Congamond Lake in Southwick is a noteworthy example, where it will take until much later in the winter season for the lake temperatures to catch up with the colder air, and develop safer, thick ice.
Southwick Fire Chief Richard Anderson knows the popularity of Congamond Lake, but he also knows the dangers.
"We have a recreational community here, so as soon as there is ice out there, there are snowmobiles, ice fishing, and all kinds of events," said Anderson.
According to the Massachusetts Division of Fisheries and Wildlife, ice thicknesses of 2 inches or less must not be walked on. An ice thickness of 4 inches or less is suitable of ice fishing and other activities on foot. Snowmobiles and ATVs must have an ice thickness of 5 inches or greater.

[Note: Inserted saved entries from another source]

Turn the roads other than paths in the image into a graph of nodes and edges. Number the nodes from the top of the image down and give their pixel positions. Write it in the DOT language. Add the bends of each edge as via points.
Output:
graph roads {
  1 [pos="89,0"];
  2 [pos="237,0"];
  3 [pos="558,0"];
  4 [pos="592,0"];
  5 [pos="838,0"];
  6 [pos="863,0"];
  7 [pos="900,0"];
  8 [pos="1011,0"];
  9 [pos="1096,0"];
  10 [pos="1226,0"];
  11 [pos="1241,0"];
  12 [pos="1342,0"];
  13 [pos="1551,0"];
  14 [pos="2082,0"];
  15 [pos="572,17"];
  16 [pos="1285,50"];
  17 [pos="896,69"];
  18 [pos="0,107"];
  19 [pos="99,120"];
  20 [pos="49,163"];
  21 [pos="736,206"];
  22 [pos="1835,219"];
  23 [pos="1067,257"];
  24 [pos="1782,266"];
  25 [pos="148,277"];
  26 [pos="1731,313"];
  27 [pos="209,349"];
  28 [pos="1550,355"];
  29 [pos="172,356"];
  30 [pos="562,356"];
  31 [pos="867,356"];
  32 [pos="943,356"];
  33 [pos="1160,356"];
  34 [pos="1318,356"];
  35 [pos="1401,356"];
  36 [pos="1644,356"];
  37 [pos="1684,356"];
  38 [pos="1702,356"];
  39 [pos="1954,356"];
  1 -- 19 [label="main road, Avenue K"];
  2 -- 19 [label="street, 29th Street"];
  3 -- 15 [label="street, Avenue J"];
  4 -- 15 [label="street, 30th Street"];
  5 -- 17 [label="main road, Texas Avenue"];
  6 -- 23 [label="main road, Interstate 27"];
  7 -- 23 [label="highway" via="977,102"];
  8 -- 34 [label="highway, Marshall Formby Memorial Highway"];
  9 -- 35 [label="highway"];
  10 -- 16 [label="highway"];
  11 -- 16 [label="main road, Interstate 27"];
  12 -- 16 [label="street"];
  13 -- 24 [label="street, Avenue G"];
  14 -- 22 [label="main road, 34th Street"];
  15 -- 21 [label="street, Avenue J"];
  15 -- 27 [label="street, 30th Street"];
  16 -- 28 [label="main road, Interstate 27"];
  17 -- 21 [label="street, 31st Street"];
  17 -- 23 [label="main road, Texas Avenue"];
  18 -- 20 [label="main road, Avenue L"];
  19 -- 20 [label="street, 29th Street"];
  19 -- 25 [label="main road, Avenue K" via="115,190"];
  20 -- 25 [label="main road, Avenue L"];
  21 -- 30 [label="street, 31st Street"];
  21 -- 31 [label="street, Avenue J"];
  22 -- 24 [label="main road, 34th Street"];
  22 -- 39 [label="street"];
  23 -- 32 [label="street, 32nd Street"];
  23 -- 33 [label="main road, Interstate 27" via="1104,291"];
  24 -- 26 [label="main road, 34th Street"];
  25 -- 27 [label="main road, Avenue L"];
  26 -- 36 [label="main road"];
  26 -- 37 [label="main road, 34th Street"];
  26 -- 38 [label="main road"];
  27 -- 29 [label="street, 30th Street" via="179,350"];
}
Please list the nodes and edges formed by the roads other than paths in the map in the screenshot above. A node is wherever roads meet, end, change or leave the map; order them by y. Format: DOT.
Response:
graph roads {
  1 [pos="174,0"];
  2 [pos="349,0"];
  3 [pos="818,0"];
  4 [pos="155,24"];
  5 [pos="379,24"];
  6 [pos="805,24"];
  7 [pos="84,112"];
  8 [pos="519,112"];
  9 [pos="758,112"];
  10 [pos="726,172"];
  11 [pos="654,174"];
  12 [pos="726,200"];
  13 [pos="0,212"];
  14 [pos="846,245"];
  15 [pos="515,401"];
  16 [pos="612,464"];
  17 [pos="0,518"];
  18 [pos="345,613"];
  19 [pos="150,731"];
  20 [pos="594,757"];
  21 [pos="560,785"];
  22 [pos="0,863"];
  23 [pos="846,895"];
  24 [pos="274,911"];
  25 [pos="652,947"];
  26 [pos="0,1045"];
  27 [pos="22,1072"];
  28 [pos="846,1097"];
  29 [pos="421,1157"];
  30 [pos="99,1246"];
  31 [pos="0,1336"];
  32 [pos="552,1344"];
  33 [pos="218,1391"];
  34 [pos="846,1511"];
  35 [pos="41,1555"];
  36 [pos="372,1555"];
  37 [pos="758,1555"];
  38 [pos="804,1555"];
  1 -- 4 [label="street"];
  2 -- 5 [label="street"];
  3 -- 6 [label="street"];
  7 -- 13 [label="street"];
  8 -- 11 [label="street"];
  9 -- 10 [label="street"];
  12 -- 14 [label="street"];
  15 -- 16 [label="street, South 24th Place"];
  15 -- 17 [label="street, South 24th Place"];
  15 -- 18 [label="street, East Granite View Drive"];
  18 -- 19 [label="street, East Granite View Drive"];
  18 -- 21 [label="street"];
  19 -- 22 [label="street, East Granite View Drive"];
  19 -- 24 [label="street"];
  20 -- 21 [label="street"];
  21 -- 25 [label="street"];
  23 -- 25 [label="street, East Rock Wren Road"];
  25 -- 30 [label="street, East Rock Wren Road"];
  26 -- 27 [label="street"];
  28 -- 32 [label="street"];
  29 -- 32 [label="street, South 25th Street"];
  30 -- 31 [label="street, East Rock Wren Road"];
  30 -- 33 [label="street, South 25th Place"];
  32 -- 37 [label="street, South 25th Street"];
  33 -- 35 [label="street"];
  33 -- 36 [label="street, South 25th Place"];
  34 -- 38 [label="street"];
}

Adding to the hazard at Congamond Lake, it is spring-fed by potentially warmer ground water. This could create great variability of where the ice is thick and thin.
"Because of the springs, you don't know what the ice thickness is," said Anderson. "There could be pockets where it's not as thick as you think it is. You can't venture to other parts of the ice because you don't know if it's the same thickness."
Anderson also noted that the ground is barely frozen, let alone a lake being safe enough to be on right now. It will take a prolonged period of cold through a longer stretch of the winter for it to be safer.
"We are a little behind the curve here, so you just got to be real careful and don't venture out if you don't know," said Anderson.
When it is safe later in the winter, MassWildlife provides information on how to test the thickness of the ice.